### Work order
Only lines containing the string "leaves" belong in the answer; find them in the records and copy them.

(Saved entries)
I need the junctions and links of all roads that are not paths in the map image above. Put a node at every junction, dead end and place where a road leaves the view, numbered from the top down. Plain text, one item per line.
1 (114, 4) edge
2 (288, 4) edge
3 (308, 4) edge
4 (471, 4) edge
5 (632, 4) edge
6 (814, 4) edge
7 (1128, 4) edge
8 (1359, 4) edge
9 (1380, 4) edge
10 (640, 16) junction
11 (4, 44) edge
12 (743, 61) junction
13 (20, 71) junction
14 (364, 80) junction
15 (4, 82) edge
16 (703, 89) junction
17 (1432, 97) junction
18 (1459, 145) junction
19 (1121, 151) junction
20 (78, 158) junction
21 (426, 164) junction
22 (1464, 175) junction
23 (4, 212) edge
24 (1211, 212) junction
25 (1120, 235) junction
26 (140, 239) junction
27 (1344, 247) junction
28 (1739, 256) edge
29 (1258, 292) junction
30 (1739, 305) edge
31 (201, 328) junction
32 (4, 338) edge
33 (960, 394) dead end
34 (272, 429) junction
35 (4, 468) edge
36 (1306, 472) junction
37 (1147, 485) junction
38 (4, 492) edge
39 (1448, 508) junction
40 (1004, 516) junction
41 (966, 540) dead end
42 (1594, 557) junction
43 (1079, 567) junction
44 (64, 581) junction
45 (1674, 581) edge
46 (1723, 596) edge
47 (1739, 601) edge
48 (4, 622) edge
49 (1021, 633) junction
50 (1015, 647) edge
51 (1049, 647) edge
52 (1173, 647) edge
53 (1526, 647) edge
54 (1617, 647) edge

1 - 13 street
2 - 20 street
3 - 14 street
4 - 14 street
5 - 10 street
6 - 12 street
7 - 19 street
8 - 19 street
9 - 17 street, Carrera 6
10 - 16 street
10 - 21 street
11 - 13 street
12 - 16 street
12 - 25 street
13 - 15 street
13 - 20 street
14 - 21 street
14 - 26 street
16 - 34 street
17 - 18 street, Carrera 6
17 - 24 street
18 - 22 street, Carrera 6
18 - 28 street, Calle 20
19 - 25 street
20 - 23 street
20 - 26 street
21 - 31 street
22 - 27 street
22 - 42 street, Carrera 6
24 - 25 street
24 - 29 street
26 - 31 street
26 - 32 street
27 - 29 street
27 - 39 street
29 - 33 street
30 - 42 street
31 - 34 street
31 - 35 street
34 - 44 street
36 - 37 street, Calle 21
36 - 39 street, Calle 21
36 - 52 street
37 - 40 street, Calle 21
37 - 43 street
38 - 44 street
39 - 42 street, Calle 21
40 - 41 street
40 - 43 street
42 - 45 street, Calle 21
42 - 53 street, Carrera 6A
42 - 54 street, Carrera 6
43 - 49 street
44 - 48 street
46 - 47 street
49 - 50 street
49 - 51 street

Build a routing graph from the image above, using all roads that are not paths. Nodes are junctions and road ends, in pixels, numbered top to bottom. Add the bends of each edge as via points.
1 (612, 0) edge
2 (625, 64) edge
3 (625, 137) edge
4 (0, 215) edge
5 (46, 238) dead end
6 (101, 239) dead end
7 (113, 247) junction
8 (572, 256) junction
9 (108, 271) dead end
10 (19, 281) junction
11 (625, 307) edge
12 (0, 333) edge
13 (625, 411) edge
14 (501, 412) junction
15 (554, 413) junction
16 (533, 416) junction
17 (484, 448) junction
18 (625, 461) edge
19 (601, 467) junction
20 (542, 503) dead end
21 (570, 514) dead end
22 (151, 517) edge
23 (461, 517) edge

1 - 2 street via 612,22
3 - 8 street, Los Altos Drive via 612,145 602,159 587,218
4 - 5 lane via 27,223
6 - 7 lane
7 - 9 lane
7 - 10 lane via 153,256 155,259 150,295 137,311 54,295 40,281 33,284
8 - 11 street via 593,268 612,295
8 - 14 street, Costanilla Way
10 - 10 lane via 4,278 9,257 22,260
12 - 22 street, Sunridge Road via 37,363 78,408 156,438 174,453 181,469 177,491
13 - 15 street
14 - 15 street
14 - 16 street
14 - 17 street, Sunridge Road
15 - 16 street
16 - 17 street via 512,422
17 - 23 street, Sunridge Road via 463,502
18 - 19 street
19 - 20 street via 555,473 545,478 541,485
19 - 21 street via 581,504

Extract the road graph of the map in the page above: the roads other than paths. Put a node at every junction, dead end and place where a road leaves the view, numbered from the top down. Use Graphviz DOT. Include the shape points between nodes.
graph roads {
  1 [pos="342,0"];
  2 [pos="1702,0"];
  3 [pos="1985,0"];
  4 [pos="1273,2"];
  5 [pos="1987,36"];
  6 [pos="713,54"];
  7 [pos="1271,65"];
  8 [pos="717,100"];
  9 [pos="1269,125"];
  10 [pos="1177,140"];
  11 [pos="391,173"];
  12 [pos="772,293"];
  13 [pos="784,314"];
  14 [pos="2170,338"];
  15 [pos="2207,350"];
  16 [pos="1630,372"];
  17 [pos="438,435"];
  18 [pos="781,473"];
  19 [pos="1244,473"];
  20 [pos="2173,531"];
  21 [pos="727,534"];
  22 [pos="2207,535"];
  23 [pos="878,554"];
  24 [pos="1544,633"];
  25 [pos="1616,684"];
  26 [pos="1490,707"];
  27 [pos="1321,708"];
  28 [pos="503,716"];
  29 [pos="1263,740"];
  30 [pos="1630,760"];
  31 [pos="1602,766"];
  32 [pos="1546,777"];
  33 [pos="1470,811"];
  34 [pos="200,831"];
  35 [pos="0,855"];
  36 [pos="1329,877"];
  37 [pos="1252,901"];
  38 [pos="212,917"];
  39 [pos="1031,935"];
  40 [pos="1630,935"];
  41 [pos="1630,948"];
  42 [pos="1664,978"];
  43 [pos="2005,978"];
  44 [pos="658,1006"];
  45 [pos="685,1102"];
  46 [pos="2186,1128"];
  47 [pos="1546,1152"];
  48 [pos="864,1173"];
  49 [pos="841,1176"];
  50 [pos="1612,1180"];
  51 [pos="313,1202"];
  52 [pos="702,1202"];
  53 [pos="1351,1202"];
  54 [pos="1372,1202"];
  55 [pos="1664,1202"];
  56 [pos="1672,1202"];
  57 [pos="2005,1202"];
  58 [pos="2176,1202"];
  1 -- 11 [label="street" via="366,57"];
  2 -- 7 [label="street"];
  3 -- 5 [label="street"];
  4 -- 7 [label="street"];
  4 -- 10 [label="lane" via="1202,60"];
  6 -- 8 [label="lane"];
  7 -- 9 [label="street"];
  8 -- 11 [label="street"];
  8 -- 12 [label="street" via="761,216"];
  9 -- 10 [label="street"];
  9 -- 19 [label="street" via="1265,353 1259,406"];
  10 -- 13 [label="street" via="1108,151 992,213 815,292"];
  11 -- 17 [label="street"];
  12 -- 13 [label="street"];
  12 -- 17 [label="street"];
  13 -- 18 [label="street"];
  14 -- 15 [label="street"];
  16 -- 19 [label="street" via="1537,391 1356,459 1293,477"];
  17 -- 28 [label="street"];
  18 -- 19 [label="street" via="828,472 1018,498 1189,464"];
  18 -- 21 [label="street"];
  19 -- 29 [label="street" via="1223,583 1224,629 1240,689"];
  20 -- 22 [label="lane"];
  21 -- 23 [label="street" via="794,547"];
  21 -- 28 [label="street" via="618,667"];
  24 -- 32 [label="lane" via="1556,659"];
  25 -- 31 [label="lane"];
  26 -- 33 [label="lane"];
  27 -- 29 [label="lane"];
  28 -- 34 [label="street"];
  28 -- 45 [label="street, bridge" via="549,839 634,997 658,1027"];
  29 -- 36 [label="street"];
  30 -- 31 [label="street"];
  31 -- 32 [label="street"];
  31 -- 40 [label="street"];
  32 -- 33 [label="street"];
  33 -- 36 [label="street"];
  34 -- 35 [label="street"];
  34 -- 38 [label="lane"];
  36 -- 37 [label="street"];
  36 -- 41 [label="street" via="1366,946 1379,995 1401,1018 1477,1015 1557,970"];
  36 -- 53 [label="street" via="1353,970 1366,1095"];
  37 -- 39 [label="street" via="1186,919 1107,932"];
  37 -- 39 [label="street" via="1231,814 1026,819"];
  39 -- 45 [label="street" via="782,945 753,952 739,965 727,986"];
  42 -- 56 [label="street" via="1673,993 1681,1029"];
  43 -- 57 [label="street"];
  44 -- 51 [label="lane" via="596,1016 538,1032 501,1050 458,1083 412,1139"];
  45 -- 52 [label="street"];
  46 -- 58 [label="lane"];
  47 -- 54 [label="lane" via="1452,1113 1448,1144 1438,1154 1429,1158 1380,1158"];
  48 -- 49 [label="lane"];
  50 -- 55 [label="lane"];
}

### Response
I need the junctions and links of all roads that are not paths in the map image above. Put a node at every junction, dead end and place where a road leaves the view, numbered from the top down. Plain text, one item per line.
Extract the road graph of the map in the page above: the roads other than paths. Put a node at every junction, dead end and place where a road leaves the view, numbered from the top down. Use Graphviz DOT. Include the shape points between nodes.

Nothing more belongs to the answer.